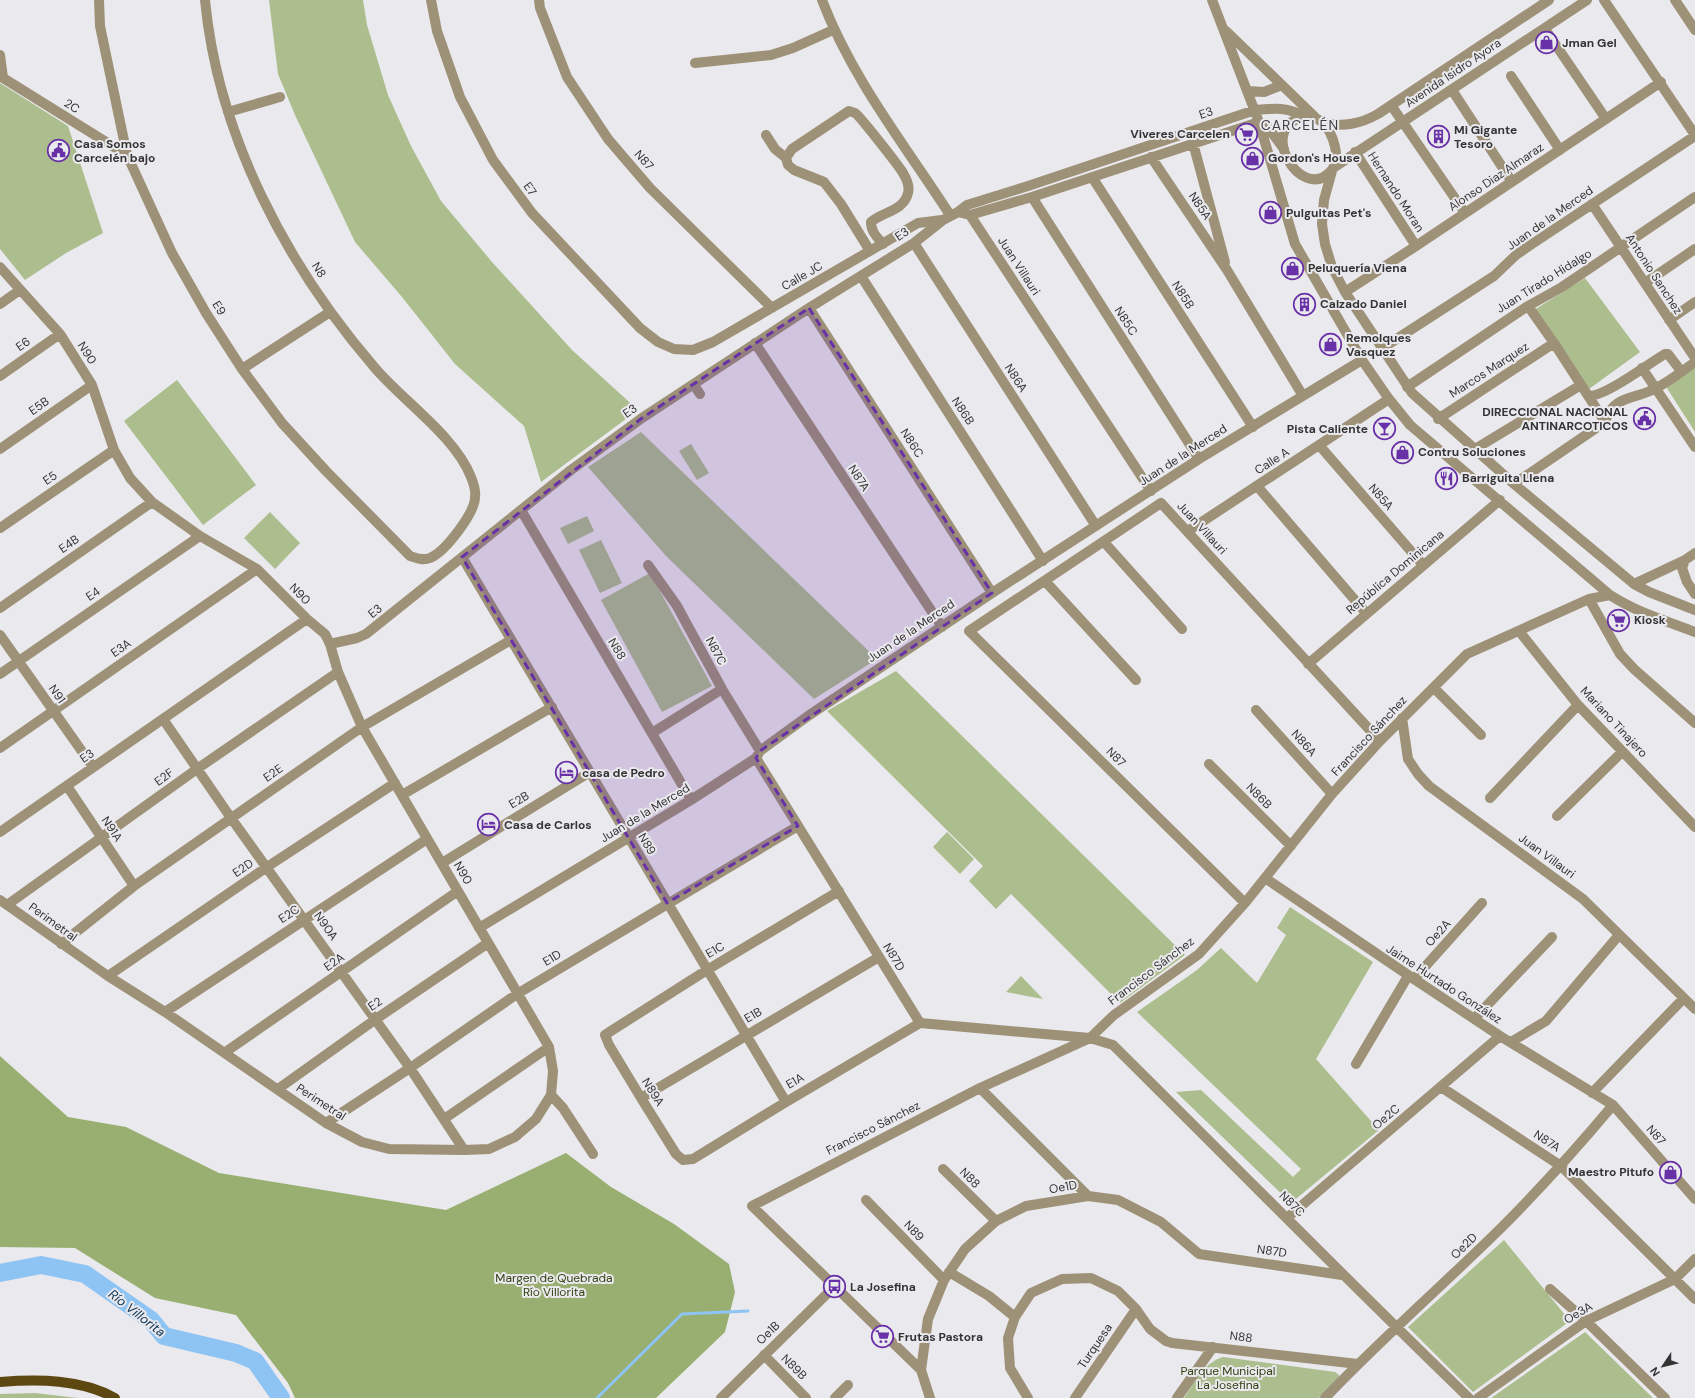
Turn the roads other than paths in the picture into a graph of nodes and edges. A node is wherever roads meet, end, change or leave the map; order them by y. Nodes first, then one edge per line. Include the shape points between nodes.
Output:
1 (99, 0) edge
2 (205, 0) edge
3 (431, 0) edge
4 (538, 0) edge
5 (822, 0) edge
6 (1212, 0) edge
7 (1549, 0) edge
8 (1587, 0) edge
9 (1604, 0) edge
10 (1675, 0) edge
11 (1223, 28) junction
12 (1544, 29) junction
13 (833, 30) junction
14 (1695, 30) edge
15 (0, 55) edge
16 (695, 63) dead end
17 (1511, 76) dead end
18 (1, 77) edge
19 (1661, 82) junction
20 (1282, 86) junction
21 (1452, 90) junction
22 (1248, 91) junction
23 (280, 97) dead end
24 (1391, 105) junction
25 (1255, 110) junction
26 (228, 112) junction
27 (1306, 117) junction
28 (1606, 119) junction
29 (1320, 121) junction
30 (1259, 122) junction
31 (1404, 122) junction
32 (766, 135) dead end
33 (1695, 136) edge
34 (1193, 143) junction
35 (1284, 149) junction
36 (1560, 150) junction
37 (1355, 152) junction
38 (127, 155) junction
39 (1152, 157) junction
40 (786, 158) junction
41 (1333, 169) junction
42 (1092, 177) junction
43 (1512, 182) junction
44 (1032, 197) junction
45 (1695, 197) edge
46 (1592, 204) junction
47 (1465, 213) junction
48 (970, 215) junction
49 (950, 216) junction
50 (914, 243) junction
51 (883, 244) junction
52 (1416, 246) junction
53 (1621, 247) junction
54 (1695, 249) edge
55 (870, 251) junction
56 (0, 267) edge
57 (1227, 270) junction
58 (861, 276) junction
59 (1644, 283) junction
60 (20, 290) junction
61 (1345, 292) junction
62 (1695, 302) edge
63 (0, 304) edge
64 (1528, 306) junction
65 (772, 308) junction
66 (809, 308) junction
67 (330, 312) junction
68 (1669, 320) junction
69 (60, 334) junction
70 (755, 343) junction
71 (1554, 343) junction
72 (674, 349) joint
73 (1381, 349) junction
74 (1695, 358) edge
75 (1362, 360) junction
76 (1695, 362) edge
77 (1642, 368) junction
78 (242, 369) junction
79 (1681, 371) junction
80 (0, 376) edge
81 (92, 385) junction
82 (694, 385) junction
83 (1581, 385) junction
84 (1407, 387) junction
85 (1609, 389) junction
86 (1656, 389) junction
87 (700, 394) dead end
88 (1303, 396) junction
89 (1589, 396) junction
90 (1389, 400) junction
91 (1610, 409) junction
92 (1438, 419) junction
93 (1605, 422) junction
94 (1253, 427) junction
95 (1319, 445) junction
96 (1695, 447) edge
97 (0, 449) edge
98 (1475, 449) junction
99 (114, 450) junction
100 (1199, 459) junction
101 (1514, 484) junction
102 (1256, 486) junction
103 (1151, 492) junction
104 (1500, 500) junction
105 (152, 502) junction
106 (520, 510) junction
107 (1096, 526) junction
108 (0, 528) edge
109 (1188, 531) junction
110 (200, 536) junction
111 (1104, 542) junction
112 (1695, 553) edge
113 (462, 557) junction
114 (430, 558) joint
115 (1685, 560) junction
116 (1043, 561) junction
117 (648, 565) dead end
118 (1423, 565) junction
119 (257, 569) junction
120 (1046, 581) junction
121 (1634, 584) junction
122 (992, 593) junction
123 (1695, 594) edge
124 (1610, 595) junction
125 (1589, 599) junction
126 (0, 608) edge
127 (1695, 610) edge
128 (1366, 613) junction
129 (307, 619) junction
130 (942, 627) junction
131 (1182, 629) dead end
132 (969, 630) joint
133 (1519, 631) junction
134 (1695, 632) edge
135 (0, 635) edge
136 (511, 640) junction
137 (330, 644) junction
138 (19, 661) junction
139 (1308, 664) junction
140 (338, 672) junction
141 (0, 674) edge
142 (1136, 680) dead end
143 (1434, 688) junction
144 (722, 689) junction
145 (1578, 705) junction
146 (552, 707) junction
147 (1256, 710) dead end
148 (53, 711) junction
149 (1402, 718) junction
150 (163, 719) junction
151 (1695, 723) edge
152 (362, 727) junction
153 (652, 732) junction
154 (1482, 735) dead end
155 (1380, 741) junction
156 (0, 748) edge
157 (1622, 752) junction
158 (758, 754) junction
159 (1209, 764) dead end
160 (93, 767) junction
161 (197, 769) junction
162 (590, 772) junction
163 (395, 784) junction
164 (67, 786) junction
165 (1332, 794) junction
166 (402, 795) junction
167 (1490, 798) dead end
168 (691, 800) junction
169 (1557, 816) dead end
170 (231, 818) junction
171 (798, 826) junction
172 (1695, 826) edge
173 (0, 832) edge
174 (102, 838) junction
175 (628, 838) junction
176 (427, 839) junction
177 (1291, 846) junction
178 (442, 863) junction
179 (267, 867) junction
180 (1265, 878) junction
181 (134, 886) junction
182 (458, 891) junction
183 (839, 891) junction
184 (4, 903) edge
185 (667, 903) junction
186 (1245, 903) junction
187 (1482, 903) dead end
188 (305, 919) junction
189 (479, 928) junction
190 (1619, 934) junction
191 (1552, 937) dead end
192 (488, 943) junction
193 (61, 944) junction
194 (879, 957) junction
195 (707, 970) junction
196 (342, 972) junction
197 (108, 976) junction
198 (1411, 977) junction
199 (517, 994) junction
200 (1684, 998) junction
201 (1695, 1009) edge
202 (166, 1012) junction
203 (376, 1019) junction
204 (1474, 1019) junction
205 (920, 1023) junction
206 (746, 1034) junction
207 (605, 1036) joint
208 (1500, 1036) junction
209 (1090, 1038) junction
210 (1511, 1042) junction
211 (549, 1047) junction
212 (224, 1053) junction
213 (1356, 1064) dead end
214 (410, 1068) junction
215 (1441, 1087) junction
216 (980, 1088) junction
217 (278, 1089) junction
218 (1592, 1093) junction
219 (551, 1095) junction
220 (640, 1098) junction
221 (786, 1102) junction
222 (1613, 1105) junction
223 (444, 1119) junction
224 (326, 1123) junction
225 (464, 1150) junction
226 (593, 1154) dead end
227 (683, 1160) joint
228 (1561, 1166) junction
229 (943, 1169) dead end
230 (1088, 1196) junction
231 (1694, 1198) edge
232 (866, 1200) dead end
233 (1287, 1218) junction
234 (996, 1221) junction
235 (1199, 1254) joint
236 (1695, 1259) edge
237 (1342, 1275) junction
238 (947, 1276) junction
239 (1675, 1279) junction
240 (834, 1287) junction
241 (1550, 1289) dead end
242 (1695, 1298) edge
243 (1136, 1309) junction
244 (1015, 1317) junction
245 (1586, 1321) junction
246 (1397, 1328) junction
247 (1213, 1347) junction
248 (764, 1355) junction
249 (1358, 1364) junction
250 (921, 1370) junction
251 (0, 1382) edge
252 (848, 1385) dead end
253 (115, 1398) edge
254 (721, 1398) edge
255 (806, 1398) edge
256 (835, 1398) edge
257 (930, 1398) edge
258 (1028, 1398) edge
259 (1075, 1398) edge
260 (1177, 1398) edge
261 (1325, 1398) edge
262 (1468, 1398) edge
263 (1478, 1398) edge
264 (1665, 1398) edge

1 - 38 street, E9 via 100,26
2 - 26 street, N8 via 207,27
3 - 72 street, E7 via 437,31 460,97 494,160 532,213 640,328 658,342
4 - 65 street, N87 via 567,77 608,139 650,188
5 - 13 street
6 - 11 street
7 - 24 street, Avenida Isidro Ayora
8 - 12 street, Avenida Isidro Ayora
9 - 19 street
10 - 14 street
11 - 20 street
11 - 22 street
12 - 21 street, Avenida Isidro Ayora
12 - 28 street
13 - 16 street via 771,55
13 - 49 street via 869,94
15 - 18 street
17 - 36 street
18 - 38 street, 2C
19 - 28 street, Alonso Diaz Almaraz
19 - 33 street
20 - 22 street via 1264,92
20 - 29 street
21 - 31 street, Avenida Isidro Ayora
21 - 43 street
22 - 25 street
23 - 26 street
24 - 29 street, Avenida Isidro Ayora via 1366,121 1351,125 1337,126
24 - 31 street
25 - 27 street, E3 via 1279,108 1293,110
25 - 30 street
25 - 49 street, E3 via 967,205
26 - 67 street, N8 via 246,165 279,231
27 - 29 street
27 - 35 street via 1296,119 1288,126 1283,136
28 - 36 street, Alonso Diaz Almaraz
29 - 41 street via 1331,136 1334,146
30 - 34 street, E3
30 - 35 street via 1267,126
30 - 75 street via 1295,244
31 - 37 street, Avenida Isidro Ayora
31 - 47 street
32 - 40 street via 775,149
33 - 46 street, Juan de la Merced
34 - 39 street, E3
34 - 57 street, N85A
35 - 41 street via 1293,167 1305,178 1322,178
36 - 43 street, Alonso Diaz Almaraz
37 - 41 street, Avenida Isidro Ayora
37 - 52 street, Hernando Moran
38 - 78 street, E9 via 172,253
39 - 42 street, E3
39 - 57 street, N85A
40 - 51 street via 792,149 841,116 849,112 856,113 902,171 908,184 909,192 906,199 871,222 875,236
40 - 55 street via 788,165 794,170 824,182
41 - 61 street via 1324,200 1322,224 1332,267
42 - 44 street, E3
42 - 94 street, N85B
43 - 47 street, Alonso Diaz Almaraz
44 - 48 street, E3
44 - 100 street, N85C
45 - 53 street, Juan Tirado Hidalgo
46 - 53 street, Antonio Sanchez
46 - 73 street, Juan de la Merced via 1516,255 1494,276
47 - 52 street, Alonso Diaz Almaraz
48 - 49 street
48 - 103 street, Juan Villauri
49 - 50 street, E3
49 - 51 street, Calle JC via 918,223
50 - 58 street, E3
50 - 107 street, N86A
51 - 55 street, Calle JC
52 - 61 street, Alonso Diaz Almaraz
53 - 59 street, Antonio Sanchez
53 - 64 street, Juan Tirado Hidalgo via 1562,287
54 - 59 street
55 - 65 street, Calle JC
56 - 60 street, N90
57 - 88 street, N85A
58 - 66 street, E3
58 - 116 street, N86B
59 - 68 street, Antonio Sanchez
60 - 63 street
60 - 69 street, N90
61 - 73 street
62 - 68 street
64 - 71 street
64 - 84 street, Juan Tirado Hidalgo
65 - 72 street, Calle JC via 713,342 693,350
66 - 70 street, E3
66 - 122 street, N86C
67 - 78 street
67 - 114 street, N8 via 376,369 460,455 471,478 476,498 470,514 449,543
68 - 74 street, Antonio Sanchez
69 - 80 street, E6
69 - 81 street, N90
70 - 82 street, E3
70 - 130 street, N87A
71 - 83 street
71 - 92 street, Marcos Marquez
73 - 84 street
75 - 88 street, Juan de la Merced
75 - 90 street
76 - 79 street
77 - 79 street via 1668,354
77 - 85 street
77 - 86 street
78 - 114 street, E9 via 282,423 410,556 419,560
79 - 86 street
81 - 97 street, E5B
81 - 99 street, N90
82 - 87 street
82 - 106 street, E3 via 642,418
83 - 89 street
83 - 98 street
84 - 92 street
85 - 89 street
85 - 91 street via 1606,396
86 - 91 street via 1627,399
86 - 96 street
88 - 94 street, Juan de la Merced
89 - 93 street
90 - 95 street, Calle A
90 - 104 street via 1410,425
91 - 93 street
92 - 98 street
93 - 101 street
94 - 100 street, Juan de la Merced
95 - 102 street, Calle A
95 - 118 street, N85A
98 - 101 street
99 - 105 street, N90 via 130,478
99 - 108 street, E5
100 - 103 street, Juan de la Merced
101 - 121 street
102 - 109 street, Calle A
102 - 128 street
103 - 107 street, Juan de la Merced
104 - 118 street, República Dominicana
104 - 124 street
105 - 110 street, N90
105 - 126 street, E4B
106 - 113 street, E3
106 - 153 street, N88
107 - 116 street, Juan de la Merced
109 - 111 street, Juan Villauri via 1161,503
109 - 139 street, Juan Villauri
110 - 119 street, N90
110 - 138 street, E4
111 - 120 street, Juan Villauri
111 - 131 street
112 - 115 street
113 - 136 street, N89
113 - 137 street, E3 via 366,634
115 - 121 street
115 - 123 street via 1682,568
116 - 122 street, Juan de la Merced
117 - 144 street, N87C via 677,606
118 - 128 street, República Dominicana
119 - 129 street, N90
119 - 148 street, E3A
120 - 132 street, Juan Villauri
120 - 142 street
121 - 127 street
122 - 130 street, Juan de la Merced
124 - 125 street, Francisco Sánchez
124 - 134 street via 1640,612
125 - 133 street, Francisco Sánchez
125 - 151 street via 1620,654
128 - 139 street, República Dominicana
129 - 137 street, N90 via 325,634
129 - 150 street, E3
130 - 158 street, Juan de la Merced via 808,716
132 - 186 street, N87
133 - 143 street, Francisco Sánchez via 1467,654
133 - 145 street, Mariano Tinajero
135 - 138 street, N91
136 - 146 street, N89
136 - 152 street, E2E
137 - 140 street, N90
138 - 141 street, E4
138 - 148 street, N91
139 - 155 street, Juan Villauri
140 - 152 street, N90
140 - 161 street, E2F
143 - 149 street, Francisco Sánchez
143 - 154 street
144 - 153 street
144 - 158 street, N87C
145 - 157 street, Mariano Tinajero
145 - 167 street
146 - 162 street, N89
146 - 166 street
147 - 165 street, N86A
148 - 156 street, E3A
148 - 160 street, N91
149 - 155 street, Francisco Sánchez
149 - 190 street, Juan Villauri via 1408,759 1429,786 1583,899
150 - 160 street, E3
150 - 161 street, N90A
152 - 163 street, N90
152 - 170 street, E2E
153 - 168 street, N88
155 - 165 street, Francisco Sánchez
157 - 169 street
157 - 172 street, Mariano Tinajero
158 - 168 street, Juan de la Merced
158 - 171 street, N87D
159 - 177 street, N86B
160 - 164 street, E3
161 - 170 street, N90A
161 - 174 street, E2F
162 - 175 street, N89
162 - 178 street, E2B
163 - 166 street, N90
163 - 179 street, E2D
164 - 173 street, E3
164 - 174 street, N91A
165 - 177 street, Francisco Sánchez
166 - 176 street, N90
168 - 175 street, Juan de la Merced
170 - 179 street, N90A
170 - 181 street, E2E
171 - 183 street, N87D
171 - 185 street, E1D
174 - 181 street, N91A
174 - 184 street, E2F
175 - 185 street, N89
175 - 189 street, Juan de la Merced
176 - 178 street, N90
176 - 188 street, E2C
177 - 180 street, Francisco Sánchez
178 - 182 street, N90
179 - 188 street, N90A
179 - 197 street, E2D
180 - 186 street, Francisco Sánchez
180 - 198 street, Jaime Hurtado González
181 - 193 street, E2E
182 - 189 street, N90
182 - 196 street, E2A
183 - 194 street, N87D
183 - 195 street, E1C
184 - 193 street, Perimetral
185 - 195 street, N89
185 - 199 street, E1D
186 - 209 street, Francisco Sánchez via 1199,954 1114,1015
187 - 198 street, Oe2A
188 - 196 street, N90A
188 - 202 street, E2C
189 - 192 street, N90
190 - 200 street, Juan Villauri
190 - 210 street via 1546,1021
191 - 204 street
192 - 199 street, N90
192 - 203 street, E2
193 - 197 street, Perimetral
194 - 205 street, N87D
194 - 206 street, E1B
195 - 206 street, N89
195 - 207 street, E1C
196 - 203 street, N90A
196 - 212 street, E2A
197 - 202 street, Perimetral
198 - 204 street, Jaime Hurtado González
198 - 213 street, Oe2A
199 - 211 street, Perimetral
199 - 214 street, E1D
200 - 201 street, Juan Villauri
200 - 218 street
202 - 212 street, Perimetral
203 - 214 street, N90A
203 - 217 street, E2
204 - 208 street, Jaime Hurtado González
205 - 209 street
205 - 221 street, E1A
206 - 220 street, E1B
206 - 221 street, N89
207 - 220 street, N89A
208 - 210 street, Jaime Hurtado González
208 - 215 street, Oe2C
209 - 216 street, Francisco Sánchez
209 - 233 street, N87C via 1113,1045
210 - 218 street, Jaime Hurtado González
211 - 219 street, Perimetral via 553,1070
211 - 223 street
212 - 217 street, Perimetral
214 - 223 street, N90A
214 - 224 street, E1D
215 - 228 street, N87A
215 - 233 street, Oe2C
216 - 230 street
216 - 240 street, Francisco Sánchez via 752,1206
217 - 224 street, Perimetral
218 - 222 street, Jaime Hurtado González
219 - 225 street, Perimetral via 536,1119 515,1137 489,1149
219 - 226 street via 563,1108
220 - 227 street, N89A via 676,1154
221 - 227 street, E1A via 692,1159
222 - 228 street, Oe2D
222 - 231 street, N87
223 - 225 street, N90A
224 - 225 street, Perimetral via 362,1142 389,1149
228 - 239 street, N87A
228 - 246 street, Oe2D
229 - 234 street, N88
230 - 234 street, Oe1D via 1026,1206
230 - 235 street, Oe1D via 1118,1200 1161,1222
232 - 238 street, N89
233 - 237 street, N87C
234 - 238 street, Oe1D via 965,1249
235 - 237 street, N87D
236 - 239 street, Oe3A
237 - 246 street, N87C
238 - 244 street, N89 via 988,1296
238 - 250 street via 928,1319
239 - 242 street, N87A
239 - 245 street, Oe3A
240 - 248 street, Oe1B
240 - 250 street
241 - 245 street
243 - 244 street, N88 via 1118,1291 1091,1278 1062,1279 1031,1293
243 - 247 street, N88 via 1150,1329 1166,1341
243 - 259 street, Turquesa
244 - 258 street, N88 via 1008,1338 1010,1368
245 - 263 street, Oe3A
245 - 264 street
246 - 249 street, Oe2D
246 - 262 street, N87C
247 - 249 street, N88
247 - 260 street
248 - 254 street, Oe1B
248 - 255 street, N89B
249 - 261 street, Oe2D
250 - 257 street
251 - 253 main road via 65,1383
252 - 256 street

□ □ □ □

• _YOUR TASK_
Bring together all lines in the records where the word "Hidalgo" is found.

• _RESPONSE TO THIS EXERCISE_
45 - 53 street, Juan Tirado Hidalgo
53 - 64 street, Juan Tirado Hidalgo via 1562,287
64 - 84 street, Juan Tirado Hidalgo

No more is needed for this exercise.